__Required work__: Below are records to reproduce in full; copy them exactly but keep the pictures out.

[Items from a data source]
>>

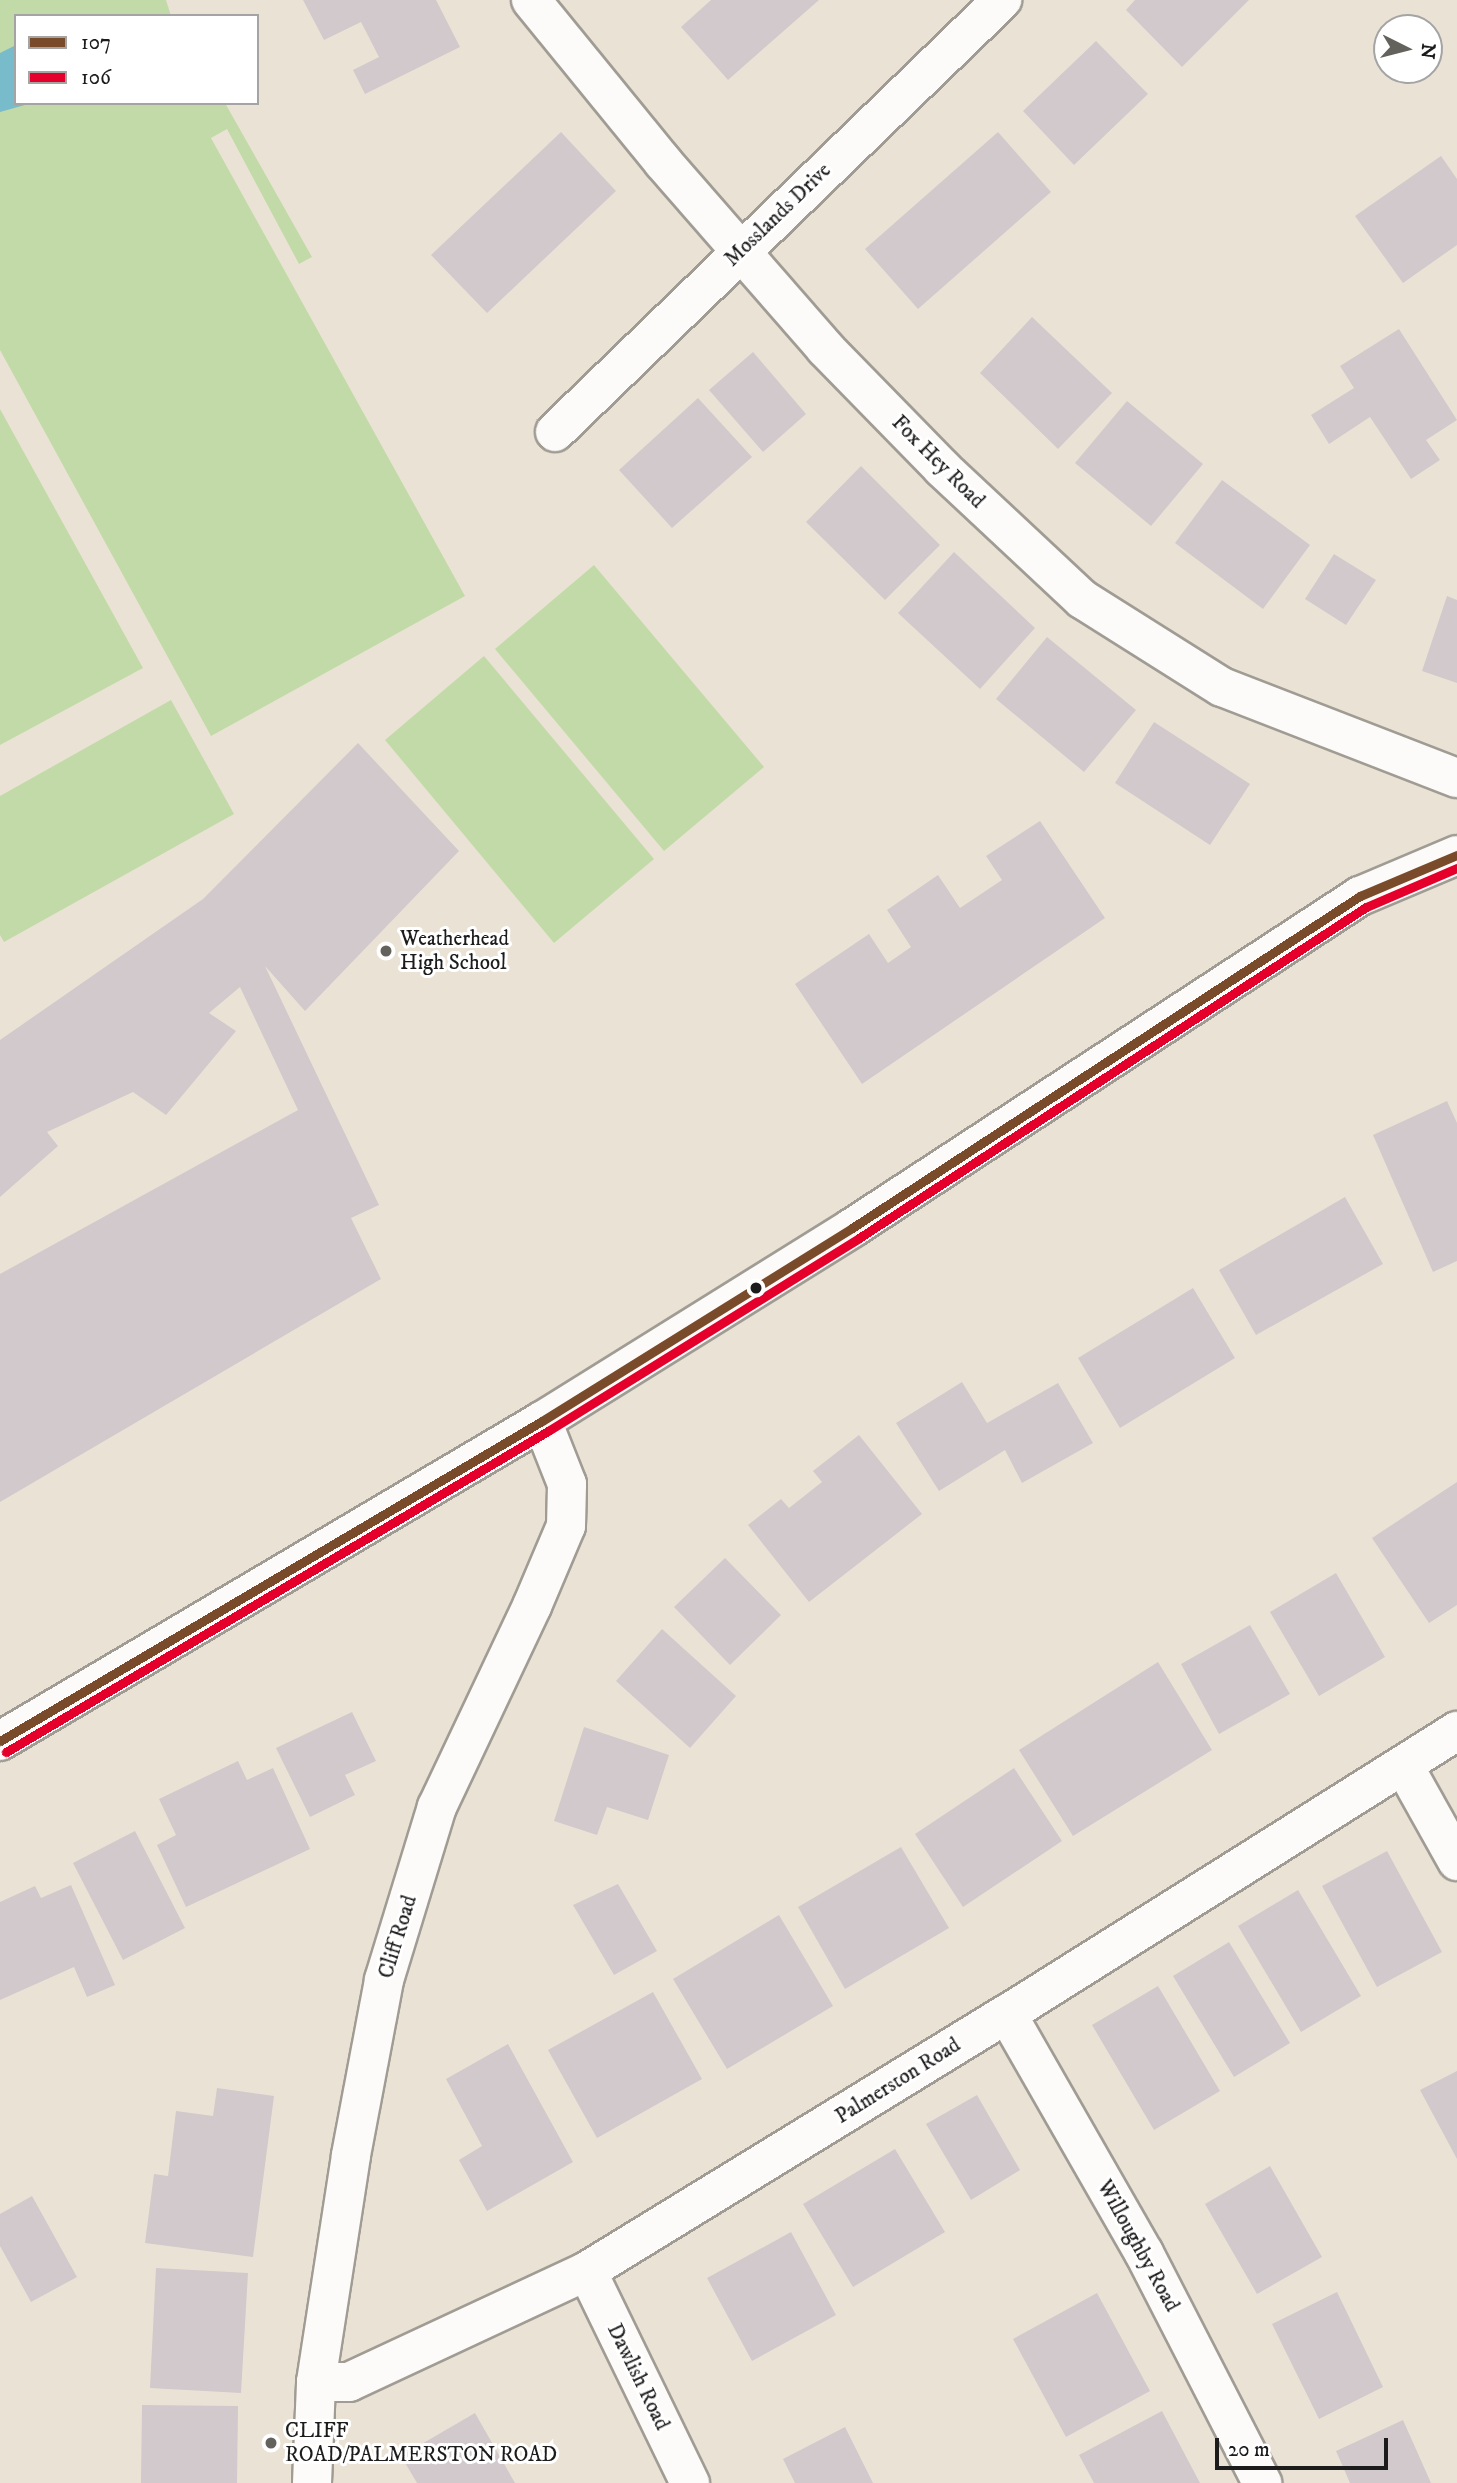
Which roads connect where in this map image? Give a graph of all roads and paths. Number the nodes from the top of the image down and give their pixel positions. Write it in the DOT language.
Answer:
graph roads {
  1 [pos="531,0"];
  2 [pos="1002,0"];
  3 [pos="740,252"];
  4 [pos="555,432"];
  5 [pos="1457,778"];
  6 [pos="1457,856"];
  7 [pos="542,1421"];
  8 [pos="1457,1731"];
  9 [pos="0,1741"];
  10 [pos="1404,1766"];
  11 [pos="1457,1861"];
  12 [pos="1007,2014"];
  13 [pos="587,2271"];
  14 [pos="316,2382"];
  15 [pos="312,2483"];
  16 [pos="690,2483"];
  17 [pos="1262,2483"];
  1 -- 3 [label="street, Fox Hey Road"];
  2 -- 3 [label="street, Mosslands Drive"];
  3 -- 4 [label="street, Mosslands Drive"];
  3 -- 5 [label="street, Fox Hey Road"];
  6 -- 7 [label="street"];
  7 -- 9 [label="street"];
  7 -- 14 [label="street, Cliff Road"];
  8 -- 10 [label="street, Palmerston Road"];
  10 -- 11 [label="street"];
  10 -- 12 [label="street, Palmerston Road"];
  12 -- 13 [label="street, Palmerston Road"];
  12 -- 17 [label="street, Willoughby Road"];
  13 -- 14 [label="street, Palmerston Road"];
  13 -- 16 [label="street, Dawlish Road"];
  14 -- 15 [label="street, Cliff Road"];
}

<<

__Response box__:
Which roads connect where in this map image? Give a graph of all roads and paths. Number the nodes from the top of the image down and give their pixel positions. Write it in the DOT language.
Answer:
graph roads {
  1 [pos="531,0"];
  2 [pos="1002,0"];
  3 [pos="740,252"];
  4 [pos="555,432"];
  5 [pos="1457,778"];
  6 [pos="1457,856"];
  7 [pos="542,1421"];
  8 [pos="1457,1731"];
  9 [pos="0,1741"];
  10 [pos="1404,1766"];
  11 [pos="1457,1861"];
  12 [pos="1007,2014"];
  13 [pos="587,2271"];
  14 [pos="316,2382"];
  15 [pos="312,2483"];
  16 [pos="690,2483"];
  17 [pos="1262,2483"];
  1 -- 3 [label="street, Fox Hey Road"];
  2 -- 3 [label="street, Mosslands Drive"];
  3 -- 4 [label="street, Mosslands Drive"];
  3 -- 5 [label="street, Fox Hey Road"];
  6 -- 7 [label="street"];
  7 -- 9 [label="street"];
  7 -- 14 [label="street, Cliff Road"];
  8 -- 10 [label="street, Palmerston Road"];
  10 -- 11 [label="street"];
  10 -- 12 [label="street, Palmerston Road"];
  12 -- 13 [label="street, Palmerston Road"];
  12 -- 17 [label="street, Willoughby Road"];
  13 -- 14 [label="street, Palmerston Road"];
  13 -- 16 [label="street, Dawlish Road"];
  14 -- 15 [label="street, Cliff Road"];
}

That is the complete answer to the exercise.